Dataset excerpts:
-- Opening Marker --
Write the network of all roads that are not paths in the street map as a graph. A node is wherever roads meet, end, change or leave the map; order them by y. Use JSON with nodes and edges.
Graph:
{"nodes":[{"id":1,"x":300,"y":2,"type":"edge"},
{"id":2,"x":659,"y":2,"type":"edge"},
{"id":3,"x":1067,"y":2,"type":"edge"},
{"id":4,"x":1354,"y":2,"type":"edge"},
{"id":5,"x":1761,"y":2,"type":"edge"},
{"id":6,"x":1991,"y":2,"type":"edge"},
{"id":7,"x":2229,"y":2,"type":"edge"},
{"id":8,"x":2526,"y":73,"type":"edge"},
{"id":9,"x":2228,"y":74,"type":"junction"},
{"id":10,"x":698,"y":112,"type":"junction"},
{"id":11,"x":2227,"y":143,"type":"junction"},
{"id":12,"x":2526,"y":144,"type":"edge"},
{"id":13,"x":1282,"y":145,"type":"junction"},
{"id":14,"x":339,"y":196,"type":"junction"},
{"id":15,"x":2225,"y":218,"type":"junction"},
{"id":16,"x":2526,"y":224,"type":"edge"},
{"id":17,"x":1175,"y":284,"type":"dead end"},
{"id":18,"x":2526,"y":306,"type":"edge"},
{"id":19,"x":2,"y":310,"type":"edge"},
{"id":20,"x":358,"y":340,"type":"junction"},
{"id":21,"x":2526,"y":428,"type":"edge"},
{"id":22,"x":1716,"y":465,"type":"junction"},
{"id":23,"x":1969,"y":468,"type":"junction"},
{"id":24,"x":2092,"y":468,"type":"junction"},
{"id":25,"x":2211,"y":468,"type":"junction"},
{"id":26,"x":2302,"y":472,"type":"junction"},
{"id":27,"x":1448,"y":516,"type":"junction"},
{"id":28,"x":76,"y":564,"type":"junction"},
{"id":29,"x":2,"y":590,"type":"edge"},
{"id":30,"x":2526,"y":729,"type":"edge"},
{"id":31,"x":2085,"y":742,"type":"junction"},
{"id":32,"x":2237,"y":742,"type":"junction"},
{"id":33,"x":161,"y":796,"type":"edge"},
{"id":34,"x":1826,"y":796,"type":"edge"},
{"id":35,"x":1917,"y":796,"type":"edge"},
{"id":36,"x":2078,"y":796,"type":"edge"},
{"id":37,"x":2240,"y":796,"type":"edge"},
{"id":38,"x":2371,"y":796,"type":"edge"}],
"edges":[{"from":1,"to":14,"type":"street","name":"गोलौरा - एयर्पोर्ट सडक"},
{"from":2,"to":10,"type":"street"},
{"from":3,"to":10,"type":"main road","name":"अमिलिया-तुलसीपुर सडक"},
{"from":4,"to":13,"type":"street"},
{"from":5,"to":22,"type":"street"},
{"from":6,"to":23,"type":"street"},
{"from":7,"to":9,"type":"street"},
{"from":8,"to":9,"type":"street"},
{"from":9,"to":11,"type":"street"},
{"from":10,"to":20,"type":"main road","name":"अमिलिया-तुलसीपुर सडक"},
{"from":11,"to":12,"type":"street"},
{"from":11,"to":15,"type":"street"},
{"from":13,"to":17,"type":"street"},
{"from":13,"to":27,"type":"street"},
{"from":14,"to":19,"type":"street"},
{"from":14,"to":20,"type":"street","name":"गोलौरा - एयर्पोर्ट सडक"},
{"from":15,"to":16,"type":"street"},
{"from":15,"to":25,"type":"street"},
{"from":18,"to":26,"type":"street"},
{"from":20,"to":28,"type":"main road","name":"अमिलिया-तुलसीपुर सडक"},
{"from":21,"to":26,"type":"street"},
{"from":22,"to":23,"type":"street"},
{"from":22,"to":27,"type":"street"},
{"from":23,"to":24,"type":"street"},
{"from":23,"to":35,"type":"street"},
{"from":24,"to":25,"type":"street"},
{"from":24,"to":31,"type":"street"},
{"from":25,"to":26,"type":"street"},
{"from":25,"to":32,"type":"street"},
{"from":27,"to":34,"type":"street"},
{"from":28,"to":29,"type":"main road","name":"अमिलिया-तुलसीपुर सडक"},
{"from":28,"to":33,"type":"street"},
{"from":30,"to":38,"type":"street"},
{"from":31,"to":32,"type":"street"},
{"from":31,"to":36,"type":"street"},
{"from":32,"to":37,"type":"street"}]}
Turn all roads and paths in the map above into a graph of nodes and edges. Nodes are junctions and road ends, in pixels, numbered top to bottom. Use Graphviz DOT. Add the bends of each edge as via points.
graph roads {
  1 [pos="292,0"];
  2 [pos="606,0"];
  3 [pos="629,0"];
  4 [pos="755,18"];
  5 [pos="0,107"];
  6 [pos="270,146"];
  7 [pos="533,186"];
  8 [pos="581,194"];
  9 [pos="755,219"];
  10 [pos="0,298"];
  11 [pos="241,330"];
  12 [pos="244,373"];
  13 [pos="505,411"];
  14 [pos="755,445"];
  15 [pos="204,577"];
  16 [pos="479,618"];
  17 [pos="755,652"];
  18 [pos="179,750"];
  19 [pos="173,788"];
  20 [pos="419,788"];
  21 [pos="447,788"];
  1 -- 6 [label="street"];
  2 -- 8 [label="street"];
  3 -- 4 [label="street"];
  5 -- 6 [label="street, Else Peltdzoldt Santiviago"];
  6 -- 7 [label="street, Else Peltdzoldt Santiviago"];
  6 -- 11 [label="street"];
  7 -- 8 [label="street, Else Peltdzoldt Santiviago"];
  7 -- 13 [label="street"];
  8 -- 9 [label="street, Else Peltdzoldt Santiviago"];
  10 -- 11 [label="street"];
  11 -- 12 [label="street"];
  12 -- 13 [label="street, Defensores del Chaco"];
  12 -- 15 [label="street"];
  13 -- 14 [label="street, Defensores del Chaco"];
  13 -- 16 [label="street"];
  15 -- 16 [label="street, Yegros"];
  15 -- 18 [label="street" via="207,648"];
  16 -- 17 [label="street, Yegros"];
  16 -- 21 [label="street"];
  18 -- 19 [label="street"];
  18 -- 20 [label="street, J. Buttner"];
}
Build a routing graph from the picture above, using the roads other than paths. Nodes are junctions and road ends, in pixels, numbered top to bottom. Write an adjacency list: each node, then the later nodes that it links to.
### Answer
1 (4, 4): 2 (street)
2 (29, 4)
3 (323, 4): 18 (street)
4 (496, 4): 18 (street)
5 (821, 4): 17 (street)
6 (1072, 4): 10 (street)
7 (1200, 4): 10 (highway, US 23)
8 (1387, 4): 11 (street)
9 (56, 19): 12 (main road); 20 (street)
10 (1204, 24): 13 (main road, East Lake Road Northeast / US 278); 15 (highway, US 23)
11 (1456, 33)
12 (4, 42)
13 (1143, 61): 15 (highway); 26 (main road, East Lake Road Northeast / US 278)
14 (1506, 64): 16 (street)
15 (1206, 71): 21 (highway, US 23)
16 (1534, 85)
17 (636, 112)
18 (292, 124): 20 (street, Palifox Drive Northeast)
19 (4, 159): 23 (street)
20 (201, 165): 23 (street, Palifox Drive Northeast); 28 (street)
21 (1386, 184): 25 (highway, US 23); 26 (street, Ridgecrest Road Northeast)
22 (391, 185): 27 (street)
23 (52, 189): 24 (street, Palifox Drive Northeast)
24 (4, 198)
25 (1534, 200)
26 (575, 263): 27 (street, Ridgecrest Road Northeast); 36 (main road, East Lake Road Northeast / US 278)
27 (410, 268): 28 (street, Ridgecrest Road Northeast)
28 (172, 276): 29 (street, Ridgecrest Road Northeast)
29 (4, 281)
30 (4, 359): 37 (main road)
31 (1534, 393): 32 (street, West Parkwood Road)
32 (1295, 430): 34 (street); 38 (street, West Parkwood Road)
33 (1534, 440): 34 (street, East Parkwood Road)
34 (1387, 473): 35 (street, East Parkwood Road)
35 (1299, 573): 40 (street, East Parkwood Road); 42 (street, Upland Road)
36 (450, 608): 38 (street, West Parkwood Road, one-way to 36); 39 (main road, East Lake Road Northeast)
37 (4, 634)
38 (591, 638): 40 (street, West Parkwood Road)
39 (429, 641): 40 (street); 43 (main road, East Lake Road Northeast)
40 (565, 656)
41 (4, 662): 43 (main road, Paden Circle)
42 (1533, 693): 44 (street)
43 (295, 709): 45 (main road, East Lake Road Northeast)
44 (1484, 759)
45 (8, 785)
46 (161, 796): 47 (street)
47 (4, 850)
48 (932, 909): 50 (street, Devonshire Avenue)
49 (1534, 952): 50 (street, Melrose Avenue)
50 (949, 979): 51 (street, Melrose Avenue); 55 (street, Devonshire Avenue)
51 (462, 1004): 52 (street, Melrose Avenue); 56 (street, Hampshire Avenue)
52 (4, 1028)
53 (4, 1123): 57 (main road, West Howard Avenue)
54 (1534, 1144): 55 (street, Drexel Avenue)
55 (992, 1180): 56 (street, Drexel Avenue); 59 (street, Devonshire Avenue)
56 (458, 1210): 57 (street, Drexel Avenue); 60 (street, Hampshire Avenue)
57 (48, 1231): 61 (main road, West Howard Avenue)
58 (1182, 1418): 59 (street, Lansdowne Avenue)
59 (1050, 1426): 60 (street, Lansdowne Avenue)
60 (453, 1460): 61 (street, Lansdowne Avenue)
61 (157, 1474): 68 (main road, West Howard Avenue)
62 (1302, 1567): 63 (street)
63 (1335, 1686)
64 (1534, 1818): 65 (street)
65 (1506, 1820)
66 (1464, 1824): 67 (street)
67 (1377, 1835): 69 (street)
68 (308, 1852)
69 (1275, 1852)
-- Closing Marker --
**Assigned task**
Only lines containing the string "Else" belong in the answer; find them in the data above and copy them.

**Response to this exercise**
  5 -- 6 [label="street, Else Peltdzoldt Santiviago"];
  6 -- 7 [label="street, Else Peltdzoldt Santiviago"];
  7 -- 8 [label="street, Else Peltdzoldt Santiviago"];
  8 -- 9 [label="street, Else Peltdzoldt Santiviago"];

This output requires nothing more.